With the popularity of flatpack furniture over the last few decades, there’s been a boom in furniture waste. When people are relocating, it can be more convenient to throw away old or damaged furniture instead of repairing or paying to move them to the new location.

Each year, Americans throw out more than 12 million tons of furniture and furnishings, according to the Environmental Protection Agency. Only a small percentage is recycled. And in Australia, households dispose of around 24 kg of wooden furniture each year.

Image credit: Blake Milne

Images credit: Bee Yolanda, Clare Marshall, Jobi-Zane Pixus and Tom.

Waste from fashion & textiles

We’re producing about 150 billion garments a year with only 7.8 billion humans. It’s not surprising that 84% of all new clothing produced ends up in landfills each year. Fast fashion is to blame for these alarming figures.

Fast fashion brands through clever marketing amongst other things manipulate consumers into buying new clothes every few days or every week. These clothes usually get thrown out very quickly as trash and a huge portion is exported to countries in the global South where they eventually pollute those environments. Overconsumption is a modern cultural trend that’s detrimental to people and the planet. Fashion trends are one of the things that fuel fashion waste.

Image credit: CALPIRG

Solving the waste crisis

Australia has a national target of recovering 80% of waste by 2030. To make ambitious goals like this in Australia and other countries a reality, we’ll have to do a lot more than sidewalk donations. It’s so necessary to break the planet-destroying linear cycle of stuff that goes from retail to buyer then landfill in less than a year. In spite of planned obsolescence and our behaviours around consumption, many items are still useful and can be repurposed. A couple of ideas:

1. Make profits for yourself and charities

Reselling has always been a phenomenal way to divert waste from landfills and make a profit. However, CharityBay is next level! On this platform, you can do both of these things and help charities at the same time. People can sell items and donate some or all profits to a chosen charity. Imagine if all the stuff abandoned on the street and the useable stuff sent to landfill were resold for charity.  

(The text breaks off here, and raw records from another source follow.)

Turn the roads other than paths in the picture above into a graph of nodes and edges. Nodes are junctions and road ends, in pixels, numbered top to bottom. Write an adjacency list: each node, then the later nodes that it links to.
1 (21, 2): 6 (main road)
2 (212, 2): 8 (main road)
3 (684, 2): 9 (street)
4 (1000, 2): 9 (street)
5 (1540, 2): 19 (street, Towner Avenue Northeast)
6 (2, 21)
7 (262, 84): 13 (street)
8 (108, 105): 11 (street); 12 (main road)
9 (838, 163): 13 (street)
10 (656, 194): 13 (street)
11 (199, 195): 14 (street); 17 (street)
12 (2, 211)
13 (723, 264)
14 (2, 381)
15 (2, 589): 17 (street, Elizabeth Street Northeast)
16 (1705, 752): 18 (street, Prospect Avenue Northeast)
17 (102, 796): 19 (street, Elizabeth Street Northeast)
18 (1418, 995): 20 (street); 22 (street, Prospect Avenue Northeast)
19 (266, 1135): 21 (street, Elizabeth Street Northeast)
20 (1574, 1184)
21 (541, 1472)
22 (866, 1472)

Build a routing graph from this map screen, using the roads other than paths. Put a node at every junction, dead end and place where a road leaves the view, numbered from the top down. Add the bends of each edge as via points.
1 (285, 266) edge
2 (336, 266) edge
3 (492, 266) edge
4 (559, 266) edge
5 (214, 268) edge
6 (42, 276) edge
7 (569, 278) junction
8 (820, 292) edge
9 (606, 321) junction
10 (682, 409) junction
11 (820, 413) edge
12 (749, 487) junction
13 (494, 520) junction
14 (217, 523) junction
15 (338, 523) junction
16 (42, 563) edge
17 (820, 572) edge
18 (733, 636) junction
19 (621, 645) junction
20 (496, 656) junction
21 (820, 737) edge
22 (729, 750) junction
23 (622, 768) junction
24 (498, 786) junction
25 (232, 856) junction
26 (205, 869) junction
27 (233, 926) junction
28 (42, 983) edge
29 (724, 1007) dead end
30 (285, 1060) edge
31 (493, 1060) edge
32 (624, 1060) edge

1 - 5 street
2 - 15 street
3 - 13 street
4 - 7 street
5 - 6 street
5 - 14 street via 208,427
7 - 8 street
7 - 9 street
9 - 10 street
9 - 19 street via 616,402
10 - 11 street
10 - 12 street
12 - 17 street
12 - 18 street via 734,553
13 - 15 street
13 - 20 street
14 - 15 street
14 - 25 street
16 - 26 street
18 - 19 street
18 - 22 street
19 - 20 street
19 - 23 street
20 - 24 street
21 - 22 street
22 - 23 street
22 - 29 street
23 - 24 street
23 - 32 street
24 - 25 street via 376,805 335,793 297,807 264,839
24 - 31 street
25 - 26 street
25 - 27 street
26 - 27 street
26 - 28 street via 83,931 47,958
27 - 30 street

2. Rescue, Reuse, Repair, Repurpose

There are many community groups like the Street Bounty Inner West group that support waste reduction. You might find similar groups through a search on social media platforms. If you can’t find one for your local community then create one.

With a little love, imagination and a makeover, many items have the potential for a magical transformation into something ‘new’, useful and maybe even beautiful. Imagine what our societies would be like if repairing and upcycling were as much a cultural habit as overconsumption?

Image credit: Imran Zainal © Imran’s Ark via iProperty

3. Legislation and policy change

Local community action is very powerful but it’s only one piece of the puzzle. We have to have laws in effect that ban planned obsolescence. And

  • hold corporations accountable for ensuring durability and lifelong repair guarantee in the products they make

  •  limit the number of goods manufactured to a reasonable number in harmony with planetary resources and product demand / usage

  •  hold corporations accountable if they do not comply with these laws.